▶ _REQUIREMENT_:
The expected response is the full set of records, unchanged.

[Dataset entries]
+---+
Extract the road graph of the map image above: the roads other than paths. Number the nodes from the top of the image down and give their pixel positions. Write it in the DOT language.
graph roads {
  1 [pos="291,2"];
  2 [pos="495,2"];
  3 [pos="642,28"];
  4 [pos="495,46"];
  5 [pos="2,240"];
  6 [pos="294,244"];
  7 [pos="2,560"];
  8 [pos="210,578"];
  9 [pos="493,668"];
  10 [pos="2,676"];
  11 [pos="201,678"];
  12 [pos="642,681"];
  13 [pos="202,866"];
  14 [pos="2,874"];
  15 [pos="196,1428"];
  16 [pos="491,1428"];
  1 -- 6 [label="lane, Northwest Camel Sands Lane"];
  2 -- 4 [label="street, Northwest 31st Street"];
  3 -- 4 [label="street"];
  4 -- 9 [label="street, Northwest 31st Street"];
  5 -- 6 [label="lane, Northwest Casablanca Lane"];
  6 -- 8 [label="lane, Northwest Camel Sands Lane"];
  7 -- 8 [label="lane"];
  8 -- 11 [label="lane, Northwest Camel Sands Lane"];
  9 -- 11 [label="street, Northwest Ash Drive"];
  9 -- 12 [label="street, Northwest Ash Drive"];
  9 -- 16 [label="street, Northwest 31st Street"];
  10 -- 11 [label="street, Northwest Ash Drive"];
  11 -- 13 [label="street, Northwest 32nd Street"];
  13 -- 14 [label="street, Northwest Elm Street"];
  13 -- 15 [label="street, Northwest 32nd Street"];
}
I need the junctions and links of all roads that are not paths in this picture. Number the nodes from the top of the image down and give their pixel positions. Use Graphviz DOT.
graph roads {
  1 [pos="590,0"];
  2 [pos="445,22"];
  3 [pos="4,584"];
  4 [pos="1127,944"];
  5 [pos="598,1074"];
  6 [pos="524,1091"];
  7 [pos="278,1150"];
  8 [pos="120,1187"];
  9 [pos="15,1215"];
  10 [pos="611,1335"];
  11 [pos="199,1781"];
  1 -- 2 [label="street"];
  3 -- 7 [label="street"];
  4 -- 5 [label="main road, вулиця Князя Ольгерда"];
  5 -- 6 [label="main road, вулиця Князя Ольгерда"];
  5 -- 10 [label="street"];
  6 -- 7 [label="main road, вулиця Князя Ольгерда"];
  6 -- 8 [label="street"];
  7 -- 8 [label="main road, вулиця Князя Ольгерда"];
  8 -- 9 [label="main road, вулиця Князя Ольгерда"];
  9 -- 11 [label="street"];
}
+---+
▶ _TASK ANSWER_:
Extract the road graph of the map image above: the roads other than paths. Number the nodes from the top of the image down and give their pixel positions. Write it in the DOT language.
graph roads {
  1 [pos="291,2"];
  2 [pos="495,2"];
  3 [pos="642,28"];
  4 [pos="495,46"];
  5 [pos="2,240"];
  6 [pos="294,244"];
  7 [pos="2,560"];
  8 [pos="210,578"];
  9 [pos="493,668"];
  10 [pos="2,676"];
  11 [pos="201,678"];
  12 [pos="642,681"];
  13 [pos="202,866"];
  14 [pos="2,874"];
  15 [pos="196,1428"];
  16 [pos="491,1428"];
  1 -- 6 [label="lane, Northwest Camel Sands Lane"];
  2 -- 4 [label="street, Northwest 31st Street"];
  3 -- 4 [label="street"];
  4 -- 9 [label="street, Northwest 31st Street"];
  5 -- 6 [label="lane, Northwest Casablanca Lane"];
  6 -- 8 [label="lane, Northwest Camel Sands Lane"];
  7 -- 8 [label="lane"];
  8 -- 11 [label="lane, Northwest Camel Sands Lane"];
  9 -- 11 [label="street, Northwest Ash Drive"];
  9 -- 12 [label="street, Northwest Ash Drive"];
  9 -- 16 [label="street, Northwest 31st Street"];
  10 -- 11 [label="street, Northwest Ash Drive"];
  11 -- 13 [label="street, Northwest 32nd Street"];
  13 -- 14 [label="street, Northwest Elm Street"];
  13 -- 15 [label="street, Northwest 32nd Street"];
}
I need the junctions and links of all roads that are not paths in this picture. Number the nodes from the top of the image down and give their pixel positions. Use Graphviz DOT.
graph roads {
  1 [pos="590,0"];
  2 [pos="445,22"];
  3 [pos="4,584"];
  4 [pos="1127,944"];
  5 [pos="598,1074"];
  6 [pos="524,1091"];
  7 [pos="278,1150"];
  8 [pos="120,1187"];
  9 [pos="15,1215"];
  10 [pos="611,1335"];
  11 [pos="199,1781"];
  1 -- 2 [label="street"];
  3 -- 7 [label="street"];
  4 -- 5 [label="main road, вулиця Князя Ольгерда"];
  5 -- 6 [label="main road, вулиця Князя Ольгерда"];
  5 -- 10 [label="street"];
  6 -- 7 [label="main road, вулиця Князя Ольгерда"];
  6 -- 8 [label="street"];
  7 -- 8 [label="main road, вулиця Князя Ольгерда"];
  8 -- 9 [label="main road, вулиця Князя Ольгерда"];
  9 -- 11 [label="street"];
}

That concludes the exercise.